Unique Paths

medium · dp, grid

Unique Paths

A robot starts at the top-left of an m x n grid and can only move right or down. Return the number of unique paths to the bottom-right. Brute-force path enumeration is exponential.

Function signature

func UniquePaths(m, n int) int

Inputs / outputs

  • m, n: grid dimensions.
  • Return: number of unique paths.

Example

m = 3, n = 7
Output: 28

Constraints

  • 1 <= m, n <= 100

Core idea (near-solution)

DP where each cell's count is the sum of the counts from the cell above and to the left.

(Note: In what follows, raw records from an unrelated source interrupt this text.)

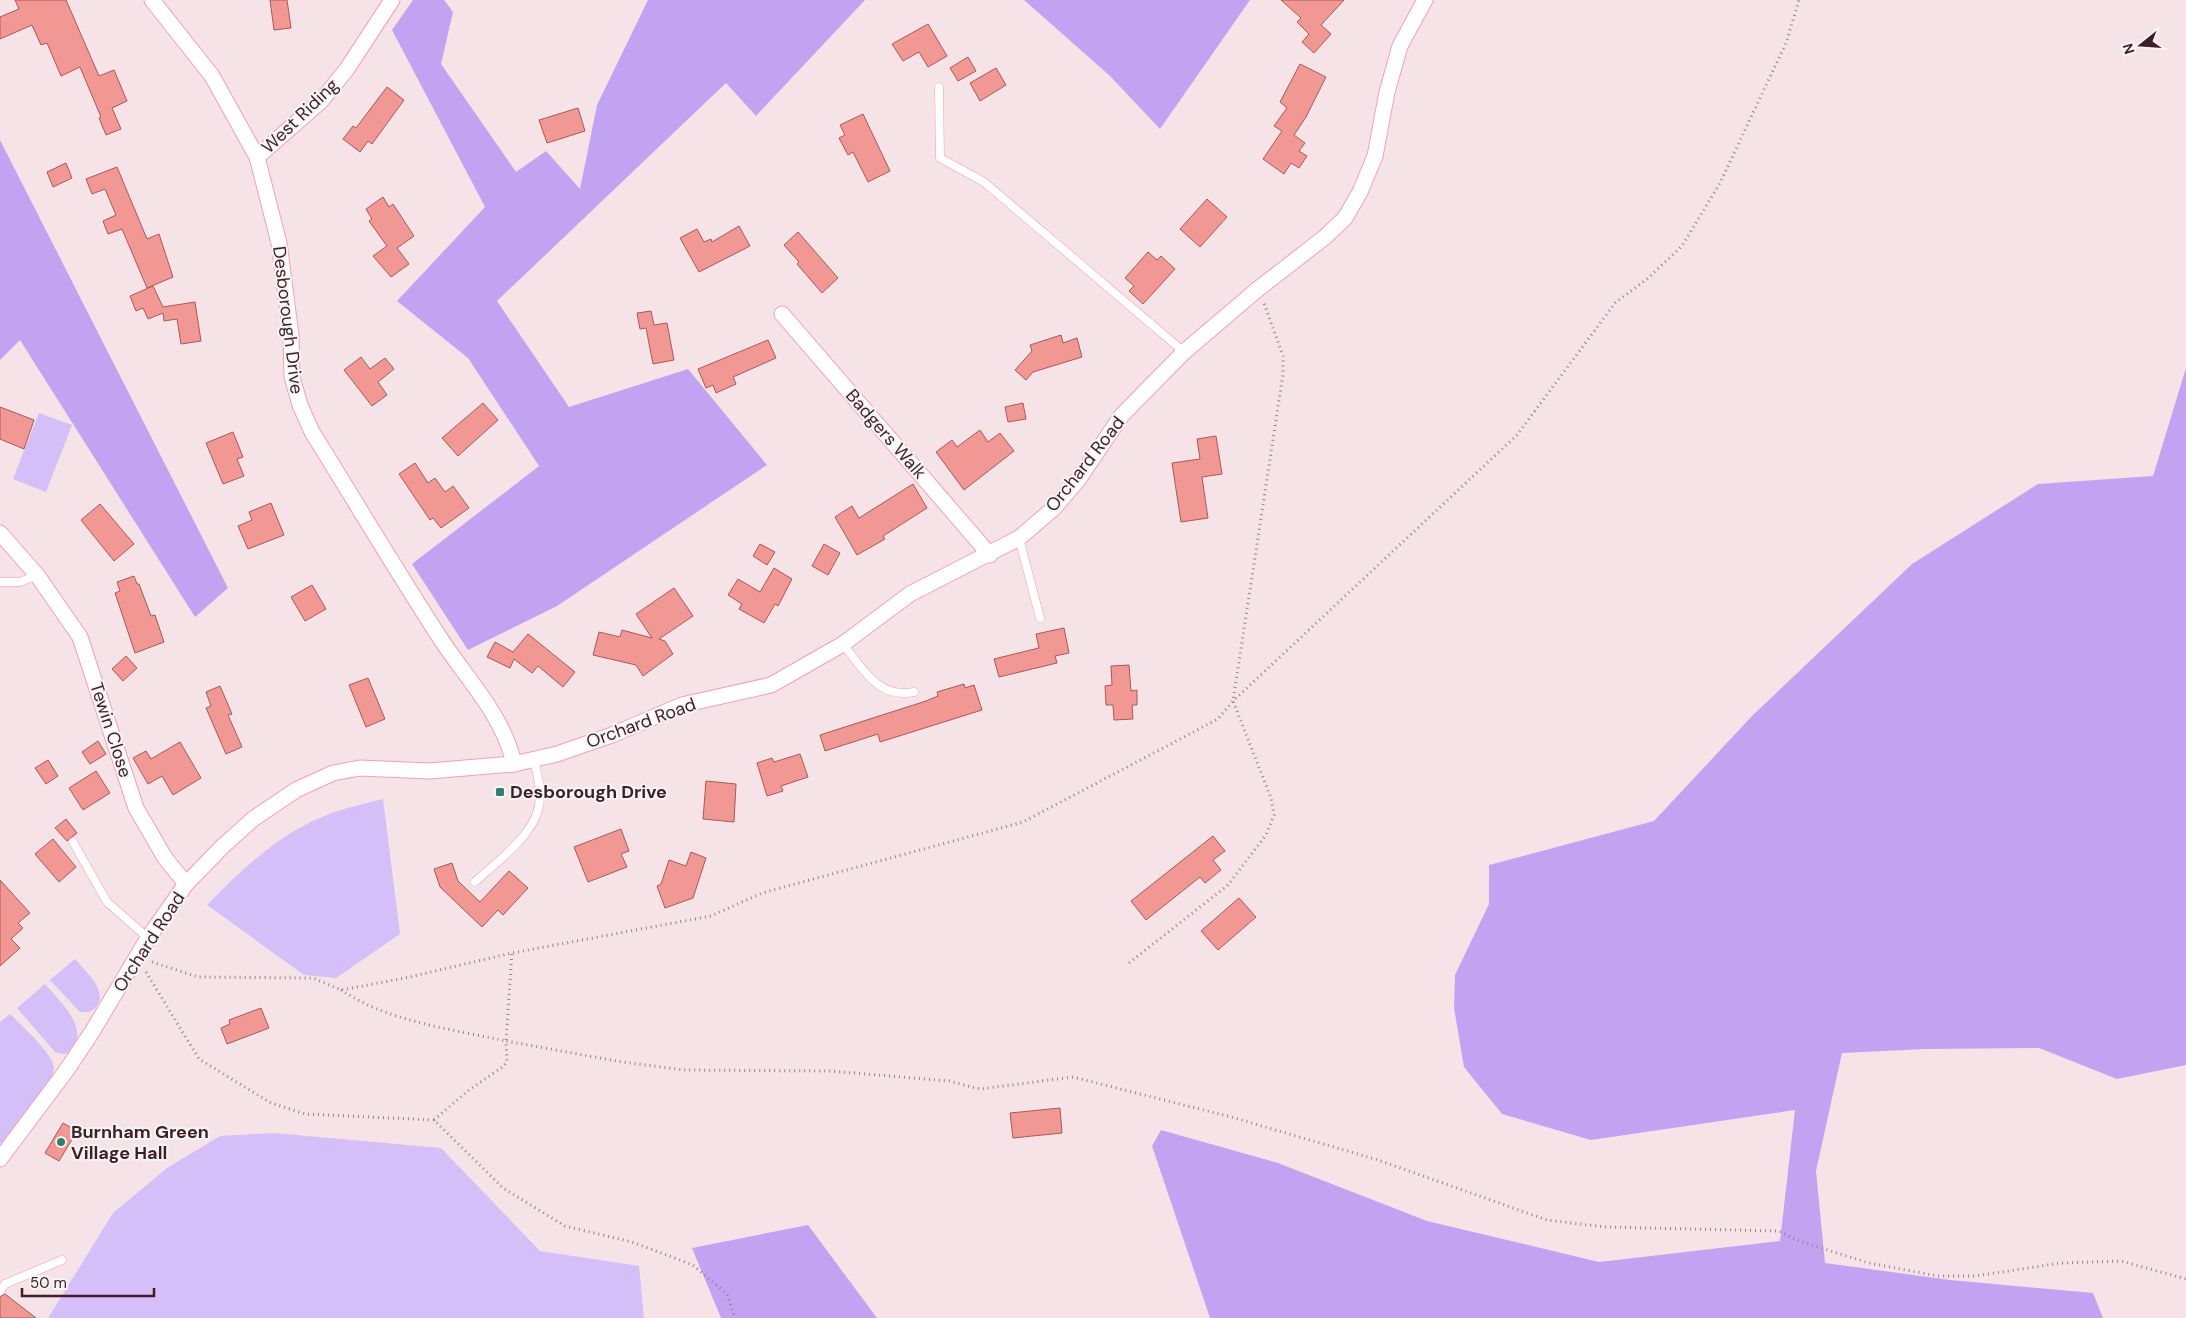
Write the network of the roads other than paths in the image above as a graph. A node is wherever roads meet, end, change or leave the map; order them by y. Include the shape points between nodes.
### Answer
1 (152, 0) edge
2 (392, 0) edge
3 (1425, 0) edge
4 (939, 87) dead end
5 (257, 157) junction
6 (782, 314) dead end
7 (1184, 352) junction
8 (0, 534) edge
9 (1019, 538) junction
10 (990, 554) junction
11 (37, 575) junction
12 (0, 582) edge
13 (1040, 618) dead end
14 (843, 644) junction
15 (914, 692) dead end
16 (534, 759) junction
17 (514, 764) junction
18 (73, 842) dead end
19 (475, 882) dead end
20 (186, 884) junction
21 (148, 938) junction
22 (0, 1159) edge
23 (62, 1260) dead end
24 (0, 1291) edge

1 - 5 street, Desborough Drive via 212,76
2 - 5 street, West Riding via 347,69 320,101
3 - 7 street, Orchard Road via 1400,46 1375,156 1345,218
4 - 7 lane via 940,158 984,182
5 - 17 street, Desborough Drive via 279,243 291,335 292,377 300,405 312,432 442,640 498,722 510,746
6 - 10 street, Badgers Walk
7 - 9 street, Orchard Road via 1122,416 1078,480 1054,508
8 - 11 street, Tewin Close
9 - 10 street, Orchard Road
9 - 13 lane
10 - 14 street, Orchard Road via 910,594
11 - 12 lane via 20,582
11 - 20 street, Tewin Close via 80,637 136,808 165,858
14 - 15 lane via 876,685 900,695
14 - 16 street, Orchard Road via 771,685 682,705 612,735
16 - 17 street, Orchard Road
16 - 19 lane via 540,797 532,824
17 - 20 street, Orchard Road via 429,771 360,768 332,773 296,790 254,819
18 - 21 lane via 107,902
20 - 21 street, Orchard Road
21 - 22 street, Orchard Road via 66,1071
23 - 24 lane via 5,1284

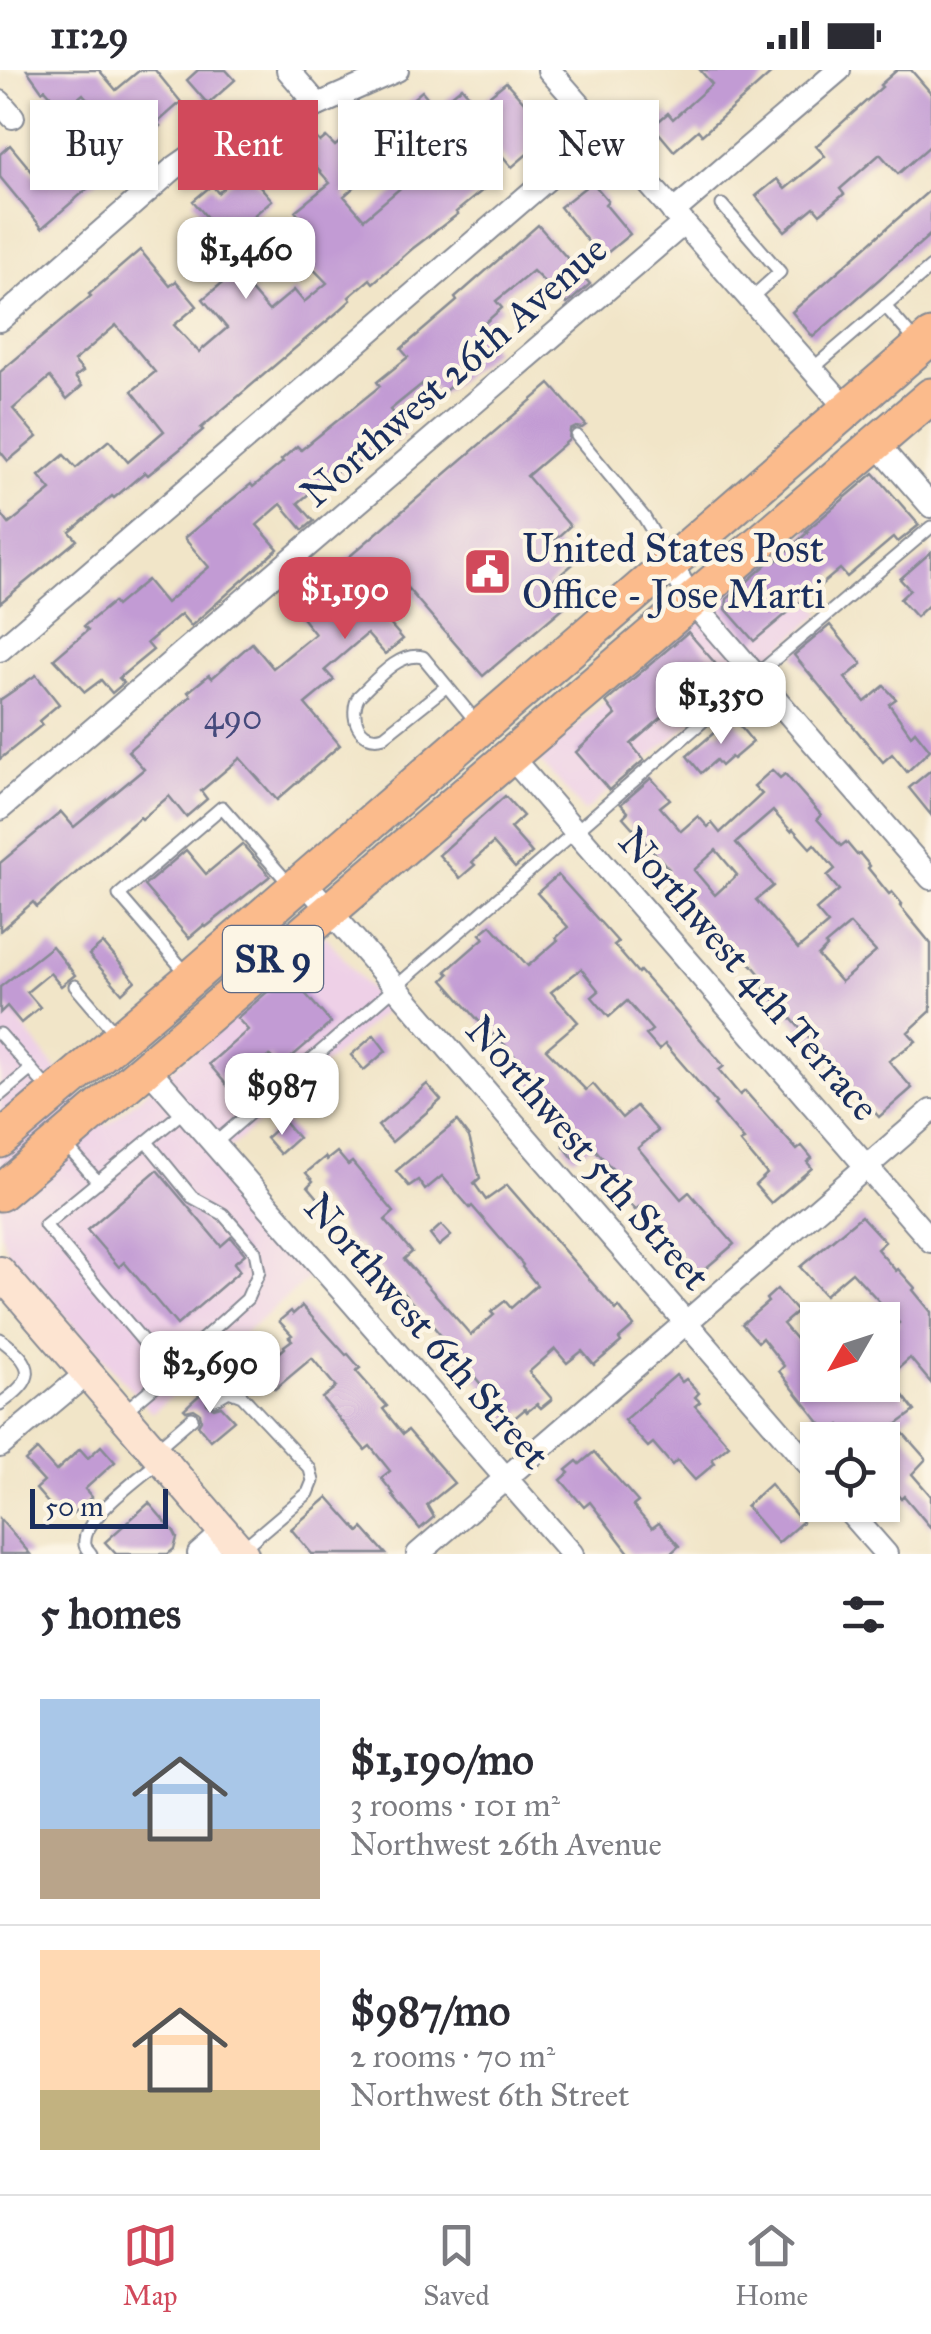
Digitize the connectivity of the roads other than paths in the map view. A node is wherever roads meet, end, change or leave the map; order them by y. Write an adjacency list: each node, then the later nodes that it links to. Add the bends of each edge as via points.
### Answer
1 (288, 70): 5 (street)
2 (397, 70): 7 (street)
3 (549, 70): 6 (street)
4 (839, 70): 12 (street, Northwest 26th Avenue)
5 (314, 100)
6 (576, 100)
7 (318, 105)
8 (178, 167): 16 (street)
9 (534, 190): 28 (street)
10 (654, 190): 12 (street)
11 (722, 205): 14 (lane, via 780,272)
12 (678, 218): 14 (street); 33 (street, Northwest 26th Avenue)
13 (931, 267): 15 (lane)
14 (749, 300): 18 (street)
15 (885, 306): 17 (lane); 18 (lane)
16 (0, 320)
17 (927, 348): 20 (highway, SR 9); 22 (highway, via 879,408)
18 (811, 370): 20 (street)
19 (931, 396): 22 (highway, SR 9)
20 (848, 410): 25 (highway, via 843,446 781,503); 26 (highway, SR 9)
21 (577, 436): 26 (lane)
22 (876, 443): 23 (street); 25 (highway, SR 9)
23 (931, 506)
24 (931, 527): 29 (lane)
25 (760, 542): 27 (highway, SR 9)
26 (672, 563): 27 (street); 31 (highway, SR 9)
27 (692, 601): 29 (street); 32 (highway, SR 9)
28 (0, 650)
29 (755, 676): 34 (lane); 35 (street)
30 (446, 686): 30 (lane, via 424,657 409,655 360,696 356,721 368,736 384,736); 31 (lane)
31 (480, 727): 36 (highway, SR 9)
32 (510, 756): 34 (street, Northwest 4th Terrace); 37 (highway, SR 9)
33 (0, 809)
34 (575, 832): 40 (lane); 52 (street, Northwest 4th Terrace)
35 (931, 878)
36 (298, 884): 37 (street, Northwest 5th Street); 38 (highway, SR 9); 38 (lane, via 222,807 120,894)
37 (329, 911): 40 (street, Northwest 5th Street); 43 (highway, SR 9)
38 (191, 978): 42 (highway, SR 9)
39 (75, 986): 42 (lane)
40 (394, 987): 51 (lane); 57 (street, Northwest 5th Street)
41 (0, 1034): 44 (lane)
42 (119, 1038): 44 (highway, SR 9)
43 (147, 1067): 46 (street, Northwest 6th Street); 49 (highway, SR 9)
44 (41, 1082): 45 (lane); 48 (highway, SR 9)
45 (0, 1095)
46 (185, 1110): 50 (lane); 51 (street, Northwest 6th Street)
47 (931, 1111): 52 (street)
48 (0, 1140)
49 (62, 1140): 53 (lane); 54 (highway, SR 9)
50 (147, 1142): 53 (lane); 59 (lane, via 192,1197 223,1214 255,1252 259,1272 247,1299)
51 (214, 1144): 68 (street, Northwest 6th Street)
52 (866, 1166): 55 (street, Northwest 4th Terrace); 57 (street)
53 (98, 1182): 59 (lane, via 45,1226)
54 (0, 1192)
55 (931, 1240)
56 (0, 1272): 60 (main road)
57 (686, 1324): 66 (street, Northwest 5th Street); 68 (street)
58 (0, 1338): 62 (lane, via 29,1373 24,1386)
59 (170, 1373): 63 (lane)
60 (86, 1374): 63 (main road); 65 (street)
61 (215, 1399): 70 (lane, via 229,1391 242,1396 314,1481 308,1493)
62 (0, 1404)
63 (122, 1414): 67 (main road)
64 (192, 1418): 67 (lane)
65 (0, 1446)
66 (800, 1454)
67 (158, 1455): 70 (main road); 71 (lane, via 96,1518 84,1536)
68 (506, 1478): 73 (street); 74 (street, Northwest 6th Street)
69 (859, 1522): 75 (street)
70 (235, 1546): 72 (street)
71 (91, 1554)
72 (199, 1554)
73 (418, 1554)
74 (572, 1554)
75 (886, 1554)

Invariant: dp[c] holds the number of paths to the current row's column c.

Algorithm (step-by-step)

  1. Initialize a 1D array dp with all 1s (first row).
  2. For each remaining row:
    • For each column c from 1..n-1, update dp[c] += dp[c-1].
  3. Return dp[n-1].

Correctness sketch

  • Invariant: dp[c] holds the number of paths to the current row's column c.
  • The DP state represents the optimal answer for a prefix or subproblem.
  • The recurrence uses only previously solved states, preserving correctness.
  • The final DP value (or max over DP) is the correct answer.

Trace (hand walkthrough)

Trace Walkthrough
Example input:
m = 3, n = 7
Output: 28

Walk:
- row0: [1,1,1,1,1,1,1]
- row1: [1,2,3,4,5,6,7]
- row2: [1,3,6,10,15,21,28] -> 28

Pitfalls to avoid

  • Forgetting the first row/column are all 1s (only one way along edges).
  • Using 2D dp when 1D is sufficient.

Complexity

  • Time: O(m*n).
  • Extra space: O(n).

Implementation notes (Go)

  • Use int; values fit within constraints.